On Wed, 2014-07-09 at 13:21 +0200, Holger Hans Peter Freyther wrote:
the debian maintainer guide is painful to read. Can
you point me to
how ABI tracking should be implemented?
It is pretty simple; when library ABI is broken (when new code is
binary-incompatible with old code) the library SONAME (libc.so.6 for
example) should be bumped. The ABI Compliance Checker (ACC) can help
analyse the ABI and report incompatible changes but doesn't cover every
situation AFAIK. The libtool manual has a bunch of useful information
about maintaining shared libraries.
http://ispras.linuxbase.org/index.php/ABI_compliance_checker
https://www.gnu.org/software/libtool/manual/libtool.html
For the Debian side of library packaging, maint-guide covers the very
basics, debian-policy covers requirements and the (quite outdated,
possibly still useful) libpkg-guide covers library packaging generally.
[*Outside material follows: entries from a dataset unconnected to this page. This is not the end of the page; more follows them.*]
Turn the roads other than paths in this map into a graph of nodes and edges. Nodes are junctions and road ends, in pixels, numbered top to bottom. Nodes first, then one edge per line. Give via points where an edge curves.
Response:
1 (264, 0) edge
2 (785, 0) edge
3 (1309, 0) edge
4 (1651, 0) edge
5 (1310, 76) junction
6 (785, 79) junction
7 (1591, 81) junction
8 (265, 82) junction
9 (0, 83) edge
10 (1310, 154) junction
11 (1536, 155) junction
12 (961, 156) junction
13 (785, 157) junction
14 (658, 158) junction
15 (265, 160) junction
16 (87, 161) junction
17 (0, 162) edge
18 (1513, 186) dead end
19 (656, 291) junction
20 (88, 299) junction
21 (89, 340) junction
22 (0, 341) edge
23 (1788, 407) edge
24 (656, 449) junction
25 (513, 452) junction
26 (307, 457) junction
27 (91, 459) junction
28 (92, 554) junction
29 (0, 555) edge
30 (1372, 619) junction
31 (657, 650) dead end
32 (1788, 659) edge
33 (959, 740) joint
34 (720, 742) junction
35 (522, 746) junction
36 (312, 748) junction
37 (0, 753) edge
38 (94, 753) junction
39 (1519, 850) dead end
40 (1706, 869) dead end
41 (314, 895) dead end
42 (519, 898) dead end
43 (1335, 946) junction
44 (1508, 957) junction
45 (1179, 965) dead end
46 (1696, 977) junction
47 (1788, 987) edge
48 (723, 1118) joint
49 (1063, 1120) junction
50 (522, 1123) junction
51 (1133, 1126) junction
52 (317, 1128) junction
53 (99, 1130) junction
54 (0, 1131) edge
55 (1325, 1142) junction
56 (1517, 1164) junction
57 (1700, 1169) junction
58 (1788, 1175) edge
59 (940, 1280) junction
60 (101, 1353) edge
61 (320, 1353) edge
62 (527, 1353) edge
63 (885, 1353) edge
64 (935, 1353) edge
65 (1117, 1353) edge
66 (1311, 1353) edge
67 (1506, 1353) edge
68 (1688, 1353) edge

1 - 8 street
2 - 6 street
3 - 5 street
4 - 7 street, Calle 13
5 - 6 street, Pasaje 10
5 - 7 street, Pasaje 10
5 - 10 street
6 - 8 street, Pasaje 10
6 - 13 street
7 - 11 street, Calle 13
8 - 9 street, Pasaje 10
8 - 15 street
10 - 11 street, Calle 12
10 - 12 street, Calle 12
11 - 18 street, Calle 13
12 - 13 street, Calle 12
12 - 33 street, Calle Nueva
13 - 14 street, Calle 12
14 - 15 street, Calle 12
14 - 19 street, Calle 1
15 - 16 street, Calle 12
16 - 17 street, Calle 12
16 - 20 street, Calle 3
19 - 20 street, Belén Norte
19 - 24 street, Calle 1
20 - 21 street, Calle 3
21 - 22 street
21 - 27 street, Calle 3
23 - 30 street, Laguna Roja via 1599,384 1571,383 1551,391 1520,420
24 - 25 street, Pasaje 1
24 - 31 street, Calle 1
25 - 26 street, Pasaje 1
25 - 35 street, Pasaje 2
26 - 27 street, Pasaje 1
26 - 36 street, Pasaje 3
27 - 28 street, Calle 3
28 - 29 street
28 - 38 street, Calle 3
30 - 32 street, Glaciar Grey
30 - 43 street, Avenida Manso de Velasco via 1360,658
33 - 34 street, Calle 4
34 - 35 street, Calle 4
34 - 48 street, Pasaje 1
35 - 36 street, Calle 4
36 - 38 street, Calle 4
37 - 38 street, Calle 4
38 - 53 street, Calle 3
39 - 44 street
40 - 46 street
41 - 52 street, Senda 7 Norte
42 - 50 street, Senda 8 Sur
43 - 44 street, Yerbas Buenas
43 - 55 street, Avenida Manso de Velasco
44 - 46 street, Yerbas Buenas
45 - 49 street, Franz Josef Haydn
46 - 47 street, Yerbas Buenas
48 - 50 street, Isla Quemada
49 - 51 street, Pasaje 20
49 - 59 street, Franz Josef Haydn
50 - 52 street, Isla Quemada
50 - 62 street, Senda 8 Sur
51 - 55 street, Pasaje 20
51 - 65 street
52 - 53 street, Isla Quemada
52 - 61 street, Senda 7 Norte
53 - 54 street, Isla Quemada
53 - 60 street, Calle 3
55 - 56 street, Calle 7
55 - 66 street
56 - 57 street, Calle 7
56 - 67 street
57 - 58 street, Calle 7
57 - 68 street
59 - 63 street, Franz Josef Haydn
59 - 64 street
https://www.debian.org/doc/manuals/maint-guide/advanced.en.html#library
https://www.debian.org/doc/debian-policy/ch-sharedlibs.html
http://www.netfort.gr.jp/~dancer/column/libpkg-guide/libpkg-guide.html
Two things I would like to highlight in particular:
Debian likes library upstreams who set their default symbol visibility
to hidden and then whitelist their public symbols.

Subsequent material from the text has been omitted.